To begin with they should sit on the potty either clothed or unclothed, just depending on where they happen to be. Don’t necessarily take the diaper off to sit on the potty. If they are wearing a diaper they can keep it on. And if they are not wearing a diaper, they sit on it like that.

Another thing; sitting over a hole is innately scary. No child in the villages of Africa, Asia, South America – which is where most kids on the planet actually live – learn to poo this way.

They simply squat down and let fly. There is no hole to fall into.

So, to begin with, you can open the lid of the potty but you can also fill it with sand, or a cushion or anything so that it doesn’t feel like a void.

You with your developed pre-frontal cortex know that the hole is nothing to fear. The kid does not know this.

Ok, so these are how you help the child lose the fear of first the potty and then by extension and by using the same strategies the toilet itself.

The toilet comes later and obviously you can’t move it around but you can do all sorts of fun things - climbing on to it, cuddling on it, reading books on it, sitting the child the wrong way around on it and letting him or her draw with dry eraser pens on the cistern or the lid of the toilet itself. Again, when it comes to the toilet, start with the one second rule, and build out gradually from there.

Very gradually.

Did we mention gradually?

How about gradually.

All of this will create familiarity and comfort with the toilet and the potty. But you are not going to begin actual toilet training with either piece of equipment.

They will only come in later. The actual toilet training begins outside. If you live in an apartment, it begins in whichever room the kid is most comfortable with on pieces of newspaper or puppy training pads. These can be put down in all sorts of places and on furniture, so that when the child poos it's not an accident that you have to clean up, it's an event to be celebrated.

Some people fear that letting the child poo all over the place like this means they will never get to the toilet or potty. Nothing could be further from the truth.

Little by little the pooping outside the diaper (an achievement in itself) becomes pooping in certain spots with a potty near by. Then it becomes pooping in the potty.

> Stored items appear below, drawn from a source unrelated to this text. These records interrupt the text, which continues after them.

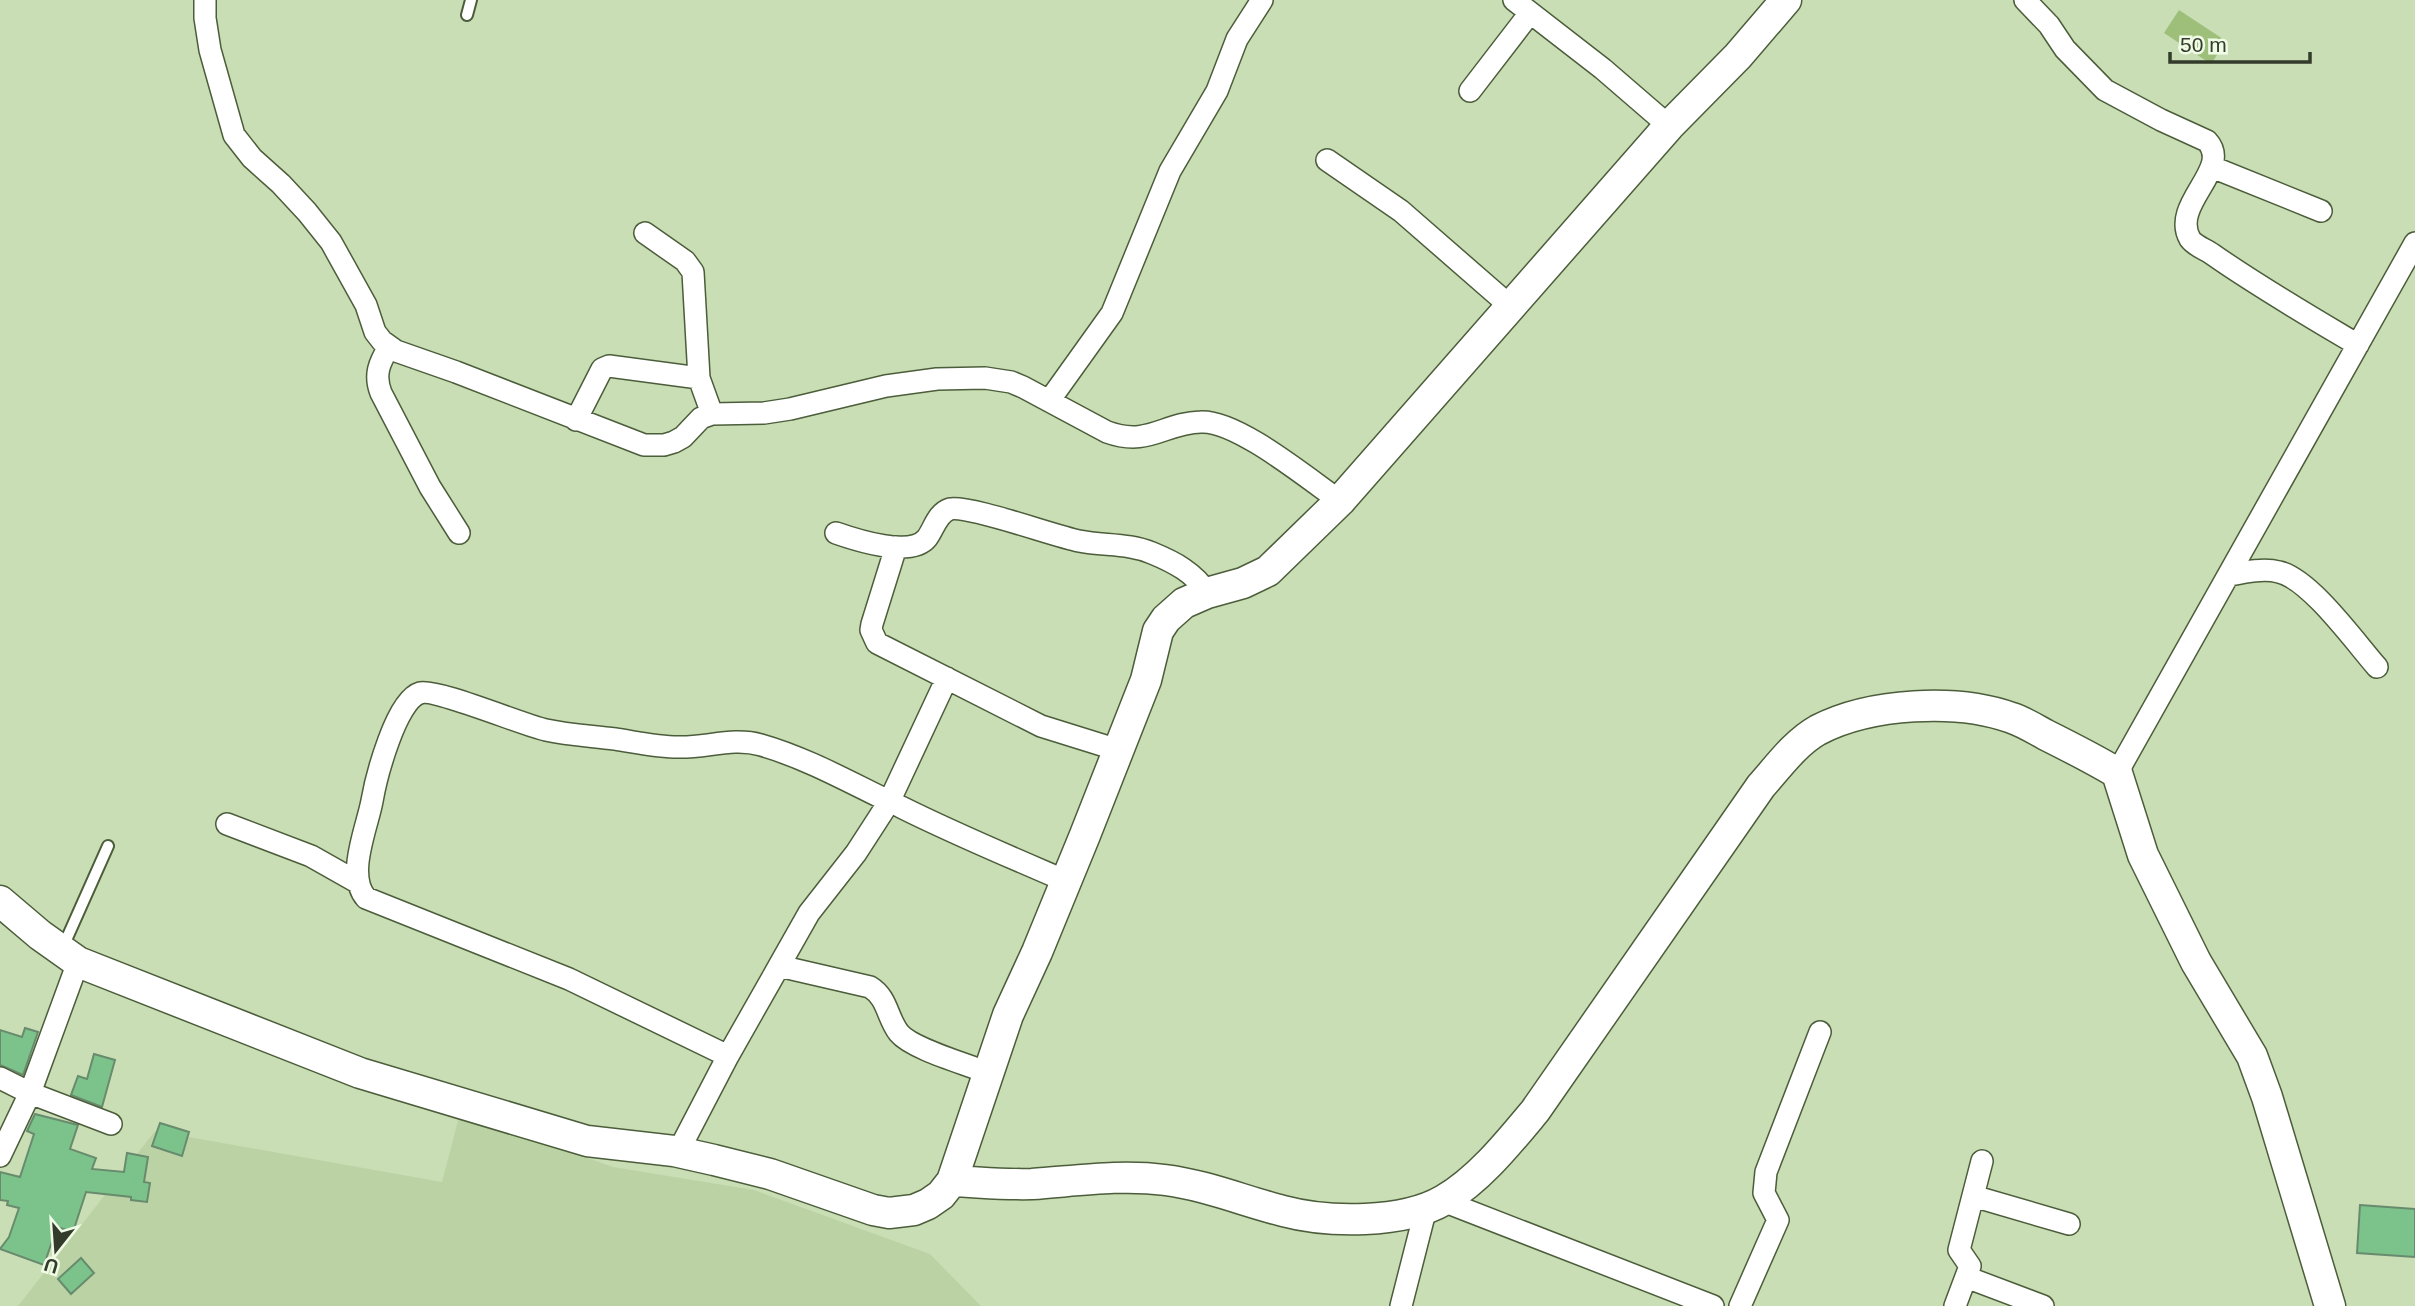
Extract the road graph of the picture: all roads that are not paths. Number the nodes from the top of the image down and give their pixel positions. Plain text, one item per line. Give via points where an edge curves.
1 (205, 0) edge
2 (471, 0) edge
3 (1262, 0) edge
4 (1786, 0) edge
5 (2025, 0) edge
6 (1522, 7) edge
7 (467, 15) dead end
8 (1470, 91) dead end
9 (1669, 126) junction
10 (1327, 160) dead end
11 (2212, 167) junction
12 (2321, 211) dead end
13 (645, 233) dead end
14 (2415, 243) edge
15 (1510, 306) junction
16 (2358, 345) junction
17 (389, 347) junction
18 (699, 378) junction
19 (1049, 401) junction
20 (712, 414) junction
21 (576, 420) junction
22 (1340, 501) junction
23 (459, 533) dead end
24 (836, 533) dead end
25 (896, 547) junction
26 (2230, 575) junction
27 (1207, 593) junction
28 (2377, 667) dead end
29 (947, 678) junction
30 (1118, 750) junction
31 (2117, 774) junction
32 (889, 802) junction
33 (227, 824) dead end
34 (108, 846) dead end
35 (1066, 881) junction
36 (357, 882) junction
37 (0, 901) edge
38 (70, 956) junction
39 (779, 966) junction
40 (1820, 1032) dead end
41 (728, 1056) junction
42 (988, 1073) junction
43 (0, 1078) edge
44 (30, 1093) junction
45 (111, 1124) dead end
46 (678, 1152) junction
47 (0, 1156) edge
48 (1982, 1161) dead end
49 (952, 1181) junction
50 (1973, 1196) junction
51 (1435, 1204) junction
52 (2069, 1224) dead end
53 (1966, 1278) junction
54 (1675, 1299) edge
55 (1401, 1306) edge
56 (1713, 1306) edge
57 (1740, 1306) edge
58 (1955, 1306) edge
59 (2043, 1306) edge
60 (2330, 1306) edge

1 - 17 street via 210,50 234,135 331,242 366,304 375,332
2 - 7 lane
3 - 19 street via 1237,39 1217,92 1170,172 1112,313
4 - 9 street
5 - 11 street via 2105,90 2207,141 2214,153
6 - 8 street
6 - 9 street
9 - 15 street
10 - 15 street via 1401,211
11 - 12 street
11 - 16 street via 2188,210 2186,228 2192,242
13 - 18 street via 693,272
14 - 16 street
15 - 22 street
16 - 26 street
17 - 21 street
17 - 23 street via 377,372 381,393
18 - 20 street
18 - 21 street via 609,366 602,369
19 - 20 street via 998,380 937,379 790,409
19 - 22 street via 1120,437 1143,438 1196,422 1236,430
20 - 21 street via 674,443 655,446
22 - 27 street via 1268,571
24 - 25 street
25 - 27 street via 916,546 941,516 950,509 962,510 1083,542 1128,545 1150,552 1199,580
25 - 29 street via 872,624 873,637
26 - 28 street via 2280,572 2306,587
26 - 31 street
27 - 30 street via 1175,610 1158,631 1146,680
29 - 30 street via 1041,726
29 - 32 street
30 - 35 street
31 - 51 street via 2013,718 1979,709 1924,706 1872,712 1817,731 1760,786 1535,1111 1505,1147
31 - 60 street via 2143,855 2196,962 2252,1056
32 - 35 street
32 - 36 street via 761,745 737,741 678,747 548,730 421,692 397,721 382,758 359,851
32 - 39 street via 809,913
33 - 36 street via 310,856
34 - 38 lane
35 - 42 street
36 - 41 street via 366,898 569,979
37 - 38 street
38 - 44 street
38 - 46 street via 360,1073 587,1141
39 - 41 street
39 - 42 street via 870,988 881,996 908,1041
40 - 57 street via 1766,1172 1764,1193 1778,1220
41 - 46 street
42 - 49 street
43 - 44 street
44 - 45 street
44 - 47 street
46 - 49 street via 770,1174 889,1213 928,1204
48 - 50 street
49 - 51 street via 1028,1184 1162,1179 1285,1212 1351,1221
50 - 52 street
50 - 53 street via 1959,1250 1970,1266
51 - 54 street
51 - 55 street
53 - 58 street
53 - 59 street
54 - 56 street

We have seen this work time and time again. Some kids take weeks, some kids take up to three years. But we haven't seen a kid not get there this way.

Only when the child is comfortable pooping this way should you even think about graduating to the scary toilet with it’s strange void under the bottom and loud noises when the flush happens etc.

At the same time that the child is losing its fear of potties and toilets, you can begin to habituate them to pooping as outlined above.

Eventually the two things – pooping and potties/toilets will come together. But at first we do them in isolation from each other.